• **WORK REQUIRED**:
Among the entries below, find every line that has "nodes" and pull it out.

───── SUPPLIED DATA

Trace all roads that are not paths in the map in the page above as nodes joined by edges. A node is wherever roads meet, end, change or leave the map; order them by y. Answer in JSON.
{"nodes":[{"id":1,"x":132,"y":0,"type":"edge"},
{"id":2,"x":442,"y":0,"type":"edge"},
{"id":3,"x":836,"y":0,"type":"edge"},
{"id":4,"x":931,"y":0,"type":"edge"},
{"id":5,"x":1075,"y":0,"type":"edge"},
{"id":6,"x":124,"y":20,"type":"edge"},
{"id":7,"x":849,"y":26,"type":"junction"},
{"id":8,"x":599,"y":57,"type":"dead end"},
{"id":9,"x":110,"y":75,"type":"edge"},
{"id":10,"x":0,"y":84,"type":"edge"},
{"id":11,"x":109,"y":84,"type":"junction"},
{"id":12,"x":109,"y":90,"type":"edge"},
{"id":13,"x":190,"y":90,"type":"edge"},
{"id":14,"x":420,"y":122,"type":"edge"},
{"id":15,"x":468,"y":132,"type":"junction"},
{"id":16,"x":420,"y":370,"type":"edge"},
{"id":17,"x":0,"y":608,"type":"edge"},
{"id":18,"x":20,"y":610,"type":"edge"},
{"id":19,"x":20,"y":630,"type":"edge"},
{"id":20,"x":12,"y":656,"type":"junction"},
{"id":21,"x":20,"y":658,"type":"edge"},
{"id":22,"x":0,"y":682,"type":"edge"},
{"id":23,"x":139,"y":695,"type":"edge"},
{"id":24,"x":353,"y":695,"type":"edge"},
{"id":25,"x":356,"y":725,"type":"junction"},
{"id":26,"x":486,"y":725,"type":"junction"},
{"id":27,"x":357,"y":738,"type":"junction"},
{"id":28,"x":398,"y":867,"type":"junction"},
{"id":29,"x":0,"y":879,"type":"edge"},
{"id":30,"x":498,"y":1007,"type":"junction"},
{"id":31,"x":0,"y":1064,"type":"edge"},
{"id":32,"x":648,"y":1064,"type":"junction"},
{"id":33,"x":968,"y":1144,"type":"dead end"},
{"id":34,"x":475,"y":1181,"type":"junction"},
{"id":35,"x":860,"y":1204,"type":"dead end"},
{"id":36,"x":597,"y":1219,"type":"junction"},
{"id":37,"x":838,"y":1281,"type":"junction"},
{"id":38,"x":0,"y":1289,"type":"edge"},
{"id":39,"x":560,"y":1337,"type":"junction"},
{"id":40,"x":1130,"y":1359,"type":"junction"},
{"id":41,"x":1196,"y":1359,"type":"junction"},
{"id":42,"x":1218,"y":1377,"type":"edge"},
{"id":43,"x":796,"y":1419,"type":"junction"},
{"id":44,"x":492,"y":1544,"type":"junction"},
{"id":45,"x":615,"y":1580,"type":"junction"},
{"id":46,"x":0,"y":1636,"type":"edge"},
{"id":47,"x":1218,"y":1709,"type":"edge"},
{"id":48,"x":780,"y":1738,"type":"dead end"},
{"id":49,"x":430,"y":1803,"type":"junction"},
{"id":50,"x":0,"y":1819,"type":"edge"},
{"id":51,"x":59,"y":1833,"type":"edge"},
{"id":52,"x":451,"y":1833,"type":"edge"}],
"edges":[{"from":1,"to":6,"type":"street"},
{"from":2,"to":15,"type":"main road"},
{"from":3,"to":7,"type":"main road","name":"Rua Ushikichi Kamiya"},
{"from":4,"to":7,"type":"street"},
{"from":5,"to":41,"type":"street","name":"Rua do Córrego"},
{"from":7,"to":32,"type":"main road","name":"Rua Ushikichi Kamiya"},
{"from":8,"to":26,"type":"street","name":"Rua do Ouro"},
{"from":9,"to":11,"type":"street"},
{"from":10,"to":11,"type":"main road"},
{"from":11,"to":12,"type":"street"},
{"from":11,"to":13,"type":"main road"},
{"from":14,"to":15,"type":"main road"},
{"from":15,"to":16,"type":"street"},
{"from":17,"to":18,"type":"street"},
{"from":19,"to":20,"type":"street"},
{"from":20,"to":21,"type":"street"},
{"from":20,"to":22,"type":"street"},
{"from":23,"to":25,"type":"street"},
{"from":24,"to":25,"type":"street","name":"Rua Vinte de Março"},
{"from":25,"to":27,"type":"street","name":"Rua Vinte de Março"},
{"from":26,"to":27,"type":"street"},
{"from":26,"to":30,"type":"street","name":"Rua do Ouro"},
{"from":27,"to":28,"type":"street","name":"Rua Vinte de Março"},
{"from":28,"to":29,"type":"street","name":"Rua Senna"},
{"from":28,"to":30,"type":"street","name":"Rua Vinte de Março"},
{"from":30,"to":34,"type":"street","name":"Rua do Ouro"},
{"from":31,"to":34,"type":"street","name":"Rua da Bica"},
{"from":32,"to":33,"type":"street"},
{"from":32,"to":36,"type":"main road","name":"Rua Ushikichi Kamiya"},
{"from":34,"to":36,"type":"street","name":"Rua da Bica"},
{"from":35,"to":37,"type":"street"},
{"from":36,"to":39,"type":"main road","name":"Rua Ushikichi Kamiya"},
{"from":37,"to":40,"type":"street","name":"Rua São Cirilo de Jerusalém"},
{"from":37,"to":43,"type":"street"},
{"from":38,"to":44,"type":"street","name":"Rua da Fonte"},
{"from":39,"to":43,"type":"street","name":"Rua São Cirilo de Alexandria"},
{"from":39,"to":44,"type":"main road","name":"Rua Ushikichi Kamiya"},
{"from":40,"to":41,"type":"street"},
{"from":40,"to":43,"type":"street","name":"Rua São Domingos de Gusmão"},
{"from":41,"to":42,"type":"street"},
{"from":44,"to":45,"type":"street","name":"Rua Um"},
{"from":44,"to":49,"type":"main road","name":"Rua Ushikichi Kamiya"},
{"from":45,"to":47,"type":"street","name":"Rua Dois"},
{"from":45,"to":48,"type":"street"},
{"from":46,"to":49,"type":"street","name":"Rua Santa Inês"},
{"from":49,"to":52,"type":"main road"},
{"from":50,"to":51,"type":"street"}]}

──────────

• **ANSWER BOX**:
Trace all roads that are not paths in the map in the page above as nodes joined by edges. A node is wherever roads meet, end, change or leave the map; order them by y. Answer in JSON.
{"nodes":[{"id":1,"x":132,"y":0,"type":"edge"},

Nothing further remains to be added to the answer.